Review | Nanny: Psychological Horror with Michelle Monaghan Explores Motherhood, Immigration and the Failure of the American Dream
Film watched during the 2022 Sundance Film Festival
In an America permeated by the most diverse immigrants, nanny arrives as a psychological terror that urges us to confront the famous and long-desired “American dream”. At the directorial debut of Nikyatu JusuAisha (Anna Diop) is an illegal Senegalese woman in the United States who wants stability and financial freedom for herself and her son, who will soon be reunited with her. Amid the internal conflicts of an imperfect motherhood and the need to guarantee the minimum by working as a nanny, she finds herself trapped within the false plastic reality of high society, where neither the luxury of a high-end apartment nor the supposedly perfect family are able to prevent the appearance of deep cracks.

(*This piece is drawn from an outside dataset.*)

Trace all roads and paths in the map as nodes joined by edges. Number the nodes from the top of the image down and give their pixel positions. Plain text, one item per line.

With her son in her home country, under the care of others, Aisha lives the dilemmas of motherhood at a distance as a result of misery. The natural pressures of this split are the driving force behind the horror thriller, which develops from a series of macabre hallucinations that invade the protagonist’s peace, the moment she starts working as a nanny for a wealthy family. And as we absorb the family dynamics between the characters, we gradually realize that the delusions of this working mother have less to do with the fragility of her bosses and more with her own internal conflicts and, of course, with the classic maternal intuition.
And between the terrors that every mother has felt in this life and a rich couple that neglects even the minimal support of their daughter, we contemplate a synesthetic psychological terror, which is delivered in the arms of the audience from the powerful performance of actress Anna diop. With Michelle Monaghan in supporting role, nanny makes a contrast between the ideals of the American family and the genuine reality of an immigrant of African origin, who not only flees hunger, but also flees from the corruption that has torn apart her people. and the filmmaker Nikyatu jusu makes his debut feature something completely full of identity, which is revealed in a brilliant and well-executed montage, which only adds to the tension of the plot.

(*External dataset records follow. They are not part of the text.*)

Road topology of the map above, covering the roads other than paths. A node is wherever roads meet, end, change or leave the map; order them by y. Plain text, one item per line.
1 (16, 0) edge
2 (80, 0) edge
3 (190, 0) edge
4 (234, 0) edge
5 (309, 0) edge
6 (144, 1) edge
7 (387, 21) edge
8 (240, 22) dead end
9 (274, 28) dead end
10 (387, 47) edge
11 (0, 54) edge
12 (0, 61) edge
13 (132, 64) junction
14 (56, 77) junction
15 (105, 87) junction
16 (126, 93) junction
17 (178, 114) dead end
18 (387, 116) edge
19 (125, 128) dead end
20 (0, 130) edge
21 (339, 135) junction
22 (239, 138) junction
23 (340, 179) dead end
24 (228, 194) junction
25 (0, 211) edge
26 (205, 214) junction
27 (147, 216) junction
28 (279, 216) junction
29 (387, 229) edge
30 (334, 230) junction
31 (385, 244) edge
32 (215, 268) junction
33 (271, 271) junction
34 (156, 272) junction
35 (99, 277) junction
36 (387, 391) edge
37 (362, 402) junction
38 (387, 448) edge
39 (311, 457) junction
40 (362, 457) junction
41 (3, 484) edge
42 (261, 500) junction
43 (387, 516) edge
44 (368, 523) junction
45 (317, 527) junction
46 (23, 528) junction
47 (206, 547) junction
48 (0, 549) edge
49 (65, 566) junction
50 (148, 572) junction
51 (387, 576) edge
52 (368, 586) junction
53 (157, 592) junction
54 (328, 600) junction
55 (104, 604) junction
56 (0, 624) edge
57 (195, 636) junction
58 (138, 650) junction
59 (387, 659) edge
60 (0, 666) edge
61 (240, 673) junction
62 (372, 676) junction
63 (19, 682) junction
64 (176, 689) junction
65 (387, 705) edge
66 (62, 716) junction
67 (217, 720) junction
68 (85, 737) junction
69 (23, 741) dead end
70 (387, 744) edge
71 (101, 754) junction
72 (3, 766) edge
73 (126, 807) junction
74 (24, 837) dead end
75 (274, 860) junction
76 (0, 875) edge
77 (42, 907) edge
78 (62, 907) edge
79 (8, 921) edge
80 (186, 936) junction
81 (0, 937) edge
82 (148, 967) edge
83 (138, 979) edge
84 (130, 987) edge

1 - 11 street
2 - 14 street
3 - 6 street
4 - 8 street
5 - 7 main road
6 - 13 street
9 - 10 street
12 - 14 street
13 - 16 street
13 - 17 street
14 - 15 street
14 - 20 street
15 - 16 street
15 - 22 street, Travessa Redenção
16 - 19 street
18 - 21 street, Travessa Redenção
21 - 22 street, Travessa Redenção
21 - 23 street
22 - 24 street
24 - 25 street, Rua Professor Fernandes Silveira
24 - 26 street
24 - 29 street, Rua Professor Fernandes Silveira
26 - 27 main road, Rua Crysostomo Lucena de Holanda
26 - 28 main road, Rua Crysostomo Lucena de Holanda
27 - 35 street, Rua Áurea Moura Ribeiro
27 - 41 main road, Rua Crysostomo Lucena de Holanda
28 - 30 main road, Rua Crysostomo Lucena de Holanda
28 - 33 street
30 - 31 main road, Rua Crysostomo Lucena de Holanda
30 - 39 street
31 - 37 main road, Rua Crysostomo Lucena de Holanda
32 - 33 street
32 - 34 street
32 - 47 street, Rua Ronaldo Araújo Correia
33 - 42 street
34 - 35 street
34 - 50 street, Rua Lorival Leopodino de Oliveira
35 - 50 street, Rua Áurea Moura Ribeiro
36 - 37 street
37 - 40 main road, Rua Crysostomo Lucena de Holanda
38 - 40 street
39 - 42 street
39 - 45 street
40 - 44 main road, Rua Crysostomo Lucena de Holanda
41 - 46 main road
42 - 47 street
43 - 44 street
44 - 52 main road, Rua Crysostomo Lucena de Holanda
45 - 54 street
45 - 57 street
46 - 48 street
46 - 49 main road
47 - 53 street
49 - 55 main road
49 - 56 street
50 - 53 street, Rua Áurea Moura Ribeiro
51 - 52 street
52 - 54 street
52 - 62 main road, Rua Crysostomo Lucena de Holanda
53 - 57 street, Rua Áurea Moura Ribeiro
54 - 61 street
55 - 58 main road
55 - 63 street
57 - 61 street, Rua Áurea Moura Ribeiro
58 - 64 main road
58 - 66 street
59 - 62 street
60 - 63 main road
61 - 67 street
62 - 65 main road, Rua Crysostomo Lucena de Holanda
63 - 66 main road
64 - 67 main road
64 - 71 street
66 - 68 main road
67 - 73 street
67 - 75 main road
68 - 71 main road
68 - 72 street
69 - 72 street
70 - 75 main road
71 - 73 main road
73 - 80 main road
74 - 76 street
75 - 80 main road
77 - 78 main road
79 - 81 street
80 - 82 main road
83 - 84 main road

Playing a game between reddish, greenish lights and shadows, jusu knows how to build a dense and nebulous atmosphere and explores the performance of diop with insight, always taking us to the extreme of tension. Featuring an overwhelming plot twist, nanny consumes the audience as much as it does its characters, laying fertile ground for a genuinely powerful and heartwarming denouement. With only 1h37 of film, the filmmaker makes her story an inexhaustible experience, which leaves us marinating in its unfolding for days on end. Reflective and impactful, nanny it is an intense clash of values, cultures, perceptions and models of motherhood in contemporary times.
‘nanny‘ premieres on Prime Video in December 16thin more than 240 countries and territories.